Quantification of miRNAs by mass spectrometry based on DNase I-assisted amplification with the aid of a chemometric model

Abstract

Herein, the hydrolysis patterns of DNase I against a DNA probe in both single-strand form and DNA/miRNA heteroduplex were experimentally investigated in detail by mass spectrometric technique. Based on the knowledge obtained in the experiments, DNase I-assisted signal amplification strategy was proposed and used to design a mass spectrometric platform for miRNA detection. As a proof of concept, the performance of the proposed platform was evaluated for the detection of miRNA-122 in cell lysate samples.

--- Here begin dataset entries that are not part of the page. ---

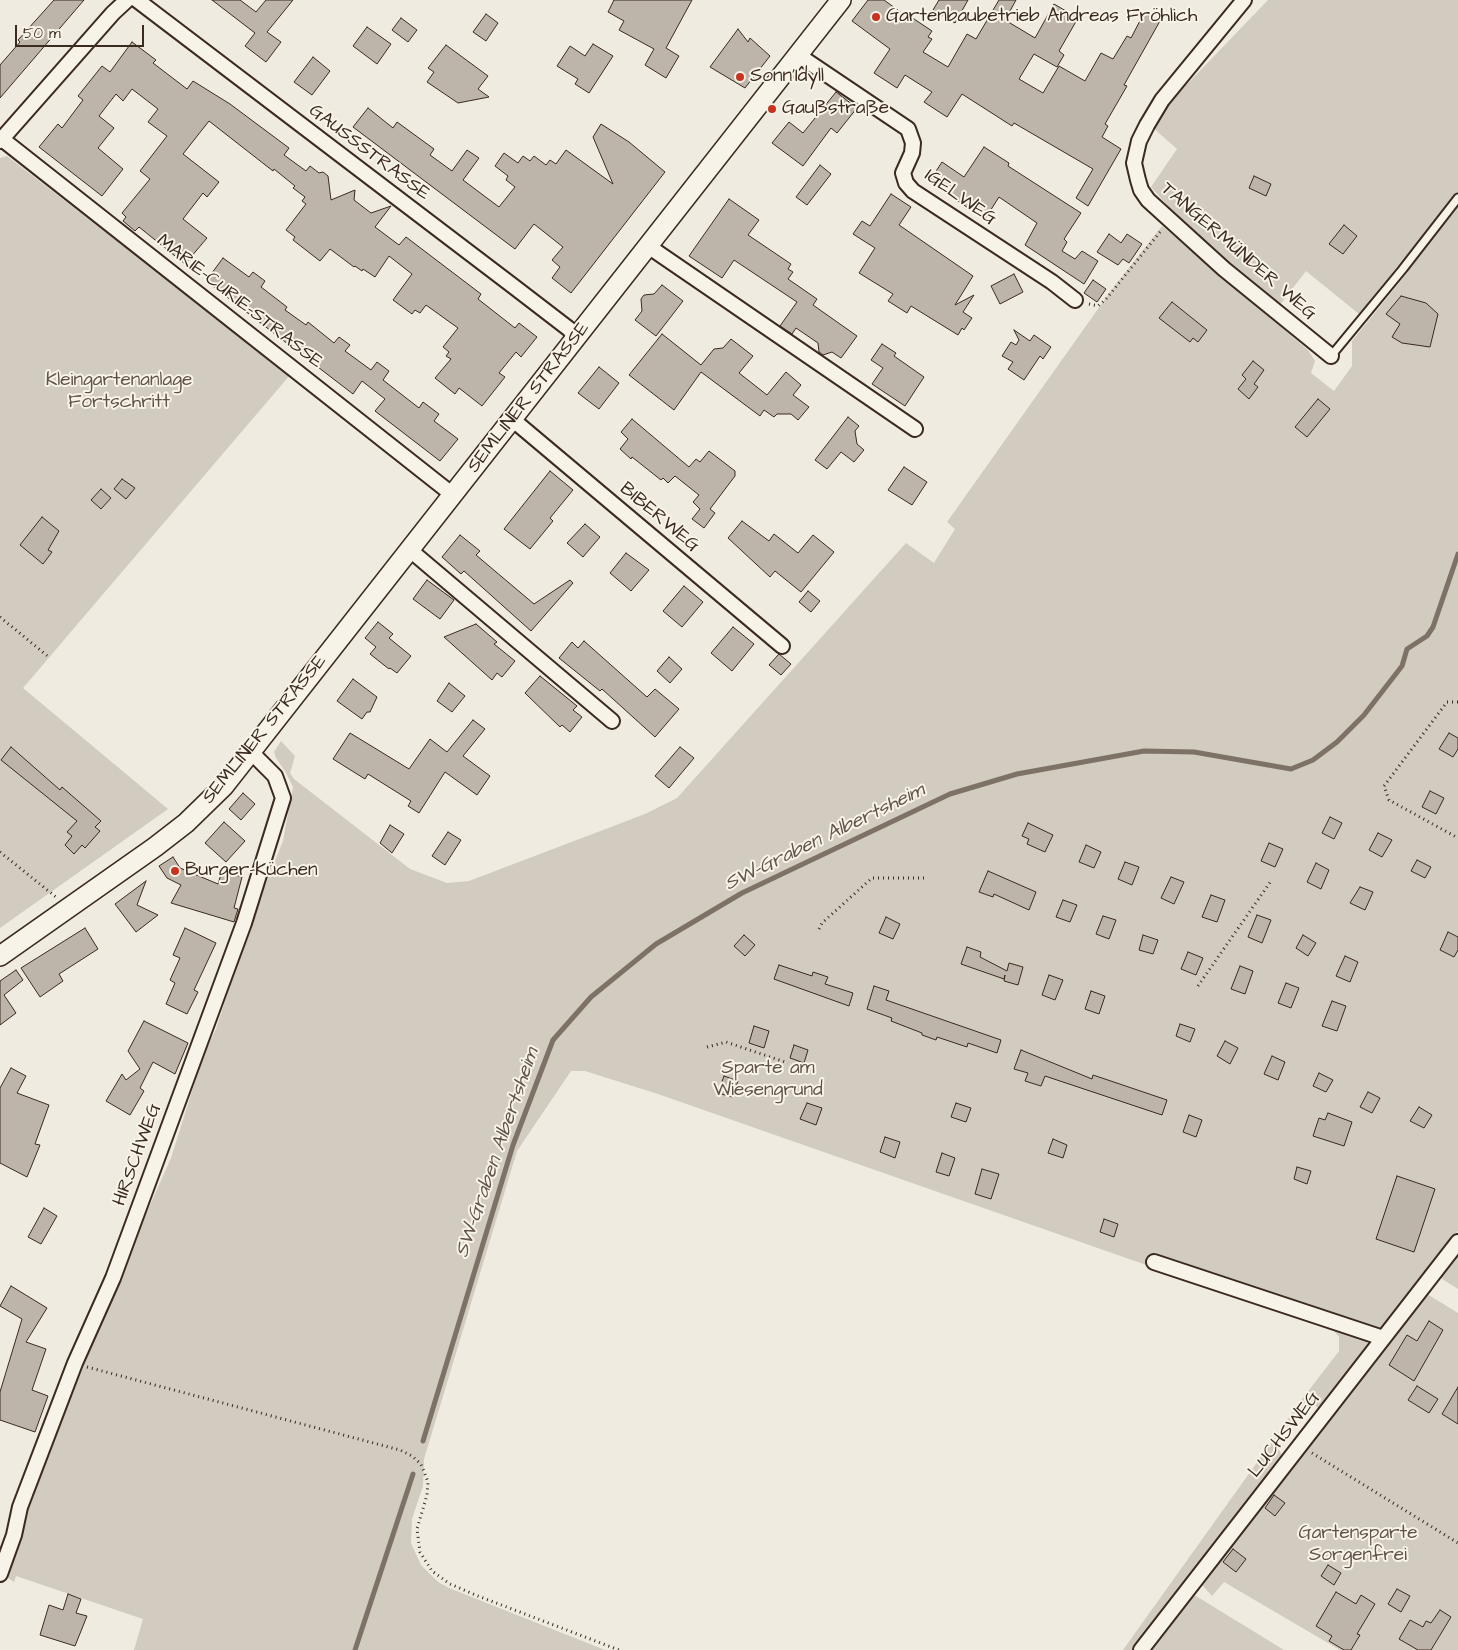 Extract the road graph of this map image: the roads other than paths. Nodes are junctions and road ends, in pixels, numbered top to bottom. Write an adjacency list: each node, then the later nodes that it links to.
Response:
1 (127, 0): 6 (street)
2 (137, 0): 10 (street, GAUSSSTRASSE)
3 (842, 0): 5 (street, SEMLINER STRASSE)
4 (1244, 0): 11 (street, TANGERMÜNDER WEG)
5 (798, 55): 8 (street, SEMLINER STRASSE); 9 (street, IGELWEG)
6 (1, 140): 14 (street, MARIE-CURIE-STRASSE)
7 (1458, 198): 11 (lane, TANGERMÜNDER WEG)
8 (648, 246): 10 (street, SEMLINER STRASSE); 13 (street)
9 (1075, 300)
10 (576, 338): 12 (street, SEMLINER STRASSE)
11 (1331, 356)
12 (512, 419): 14 (street, SEMLINER STRASSE); 16 (street, BIBERWEG)
13 (915, 429)
14 (453, 495): 15 (street, SEMLINER STRASSE)
15 (410, 550): 17 (street); 18 (street, SEMLINER STRASSE)
16 (782, 646)
17 (612, 721)
18 (252, 753): 19 (street, SEMLINER STRASSE); 23 (street, HIRSCHWEG)
19 (0, 956)
20 (1458, 1242): 22 (street, LUCHSWEG)
21 (1154, 1262): 22 (street)
22 (1382, 1338): 24 (street, LUCHSWEG)
23 (1, 1568)
24 (1141, 1650) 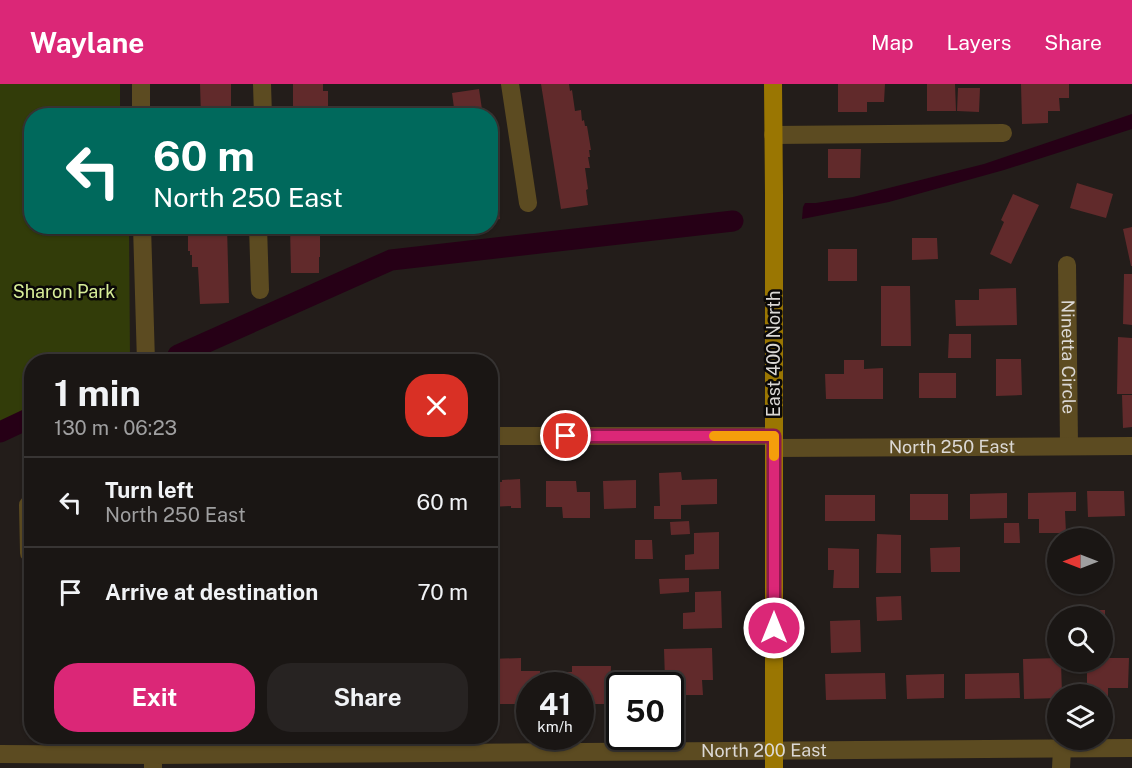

An advanced calibration model was explicitly derived to model the relationships between the concentration of miRNA-122 and the mass spectral signals of mass spectrometrically detected fragments of the DNA probe produced in the DNase I-assisted signal amplification process. With the aid of the advanced calibration model, the proposed mass spectrometric platform achieved quite accurate quantification results for miRNA-122 in cell lysate samples of Huh-7 and HepG-2 ​cell lines with recovery rates ranging from 98% to 104%. It is noteworthy that the proposed mass spectrometric platform can differentiate the target miRNA from other non-target ones based on their mass spectral response patterns instead of mass spectral intensities, and hence possesses high specificity for the target miRNA. It is reasonable to expect that the combination of mass spectrometry based on DNase I-assisted signal amplification with the advanced chemometric model provides a competitive alternative for designing cost-effective and label-free miRNA detection methods.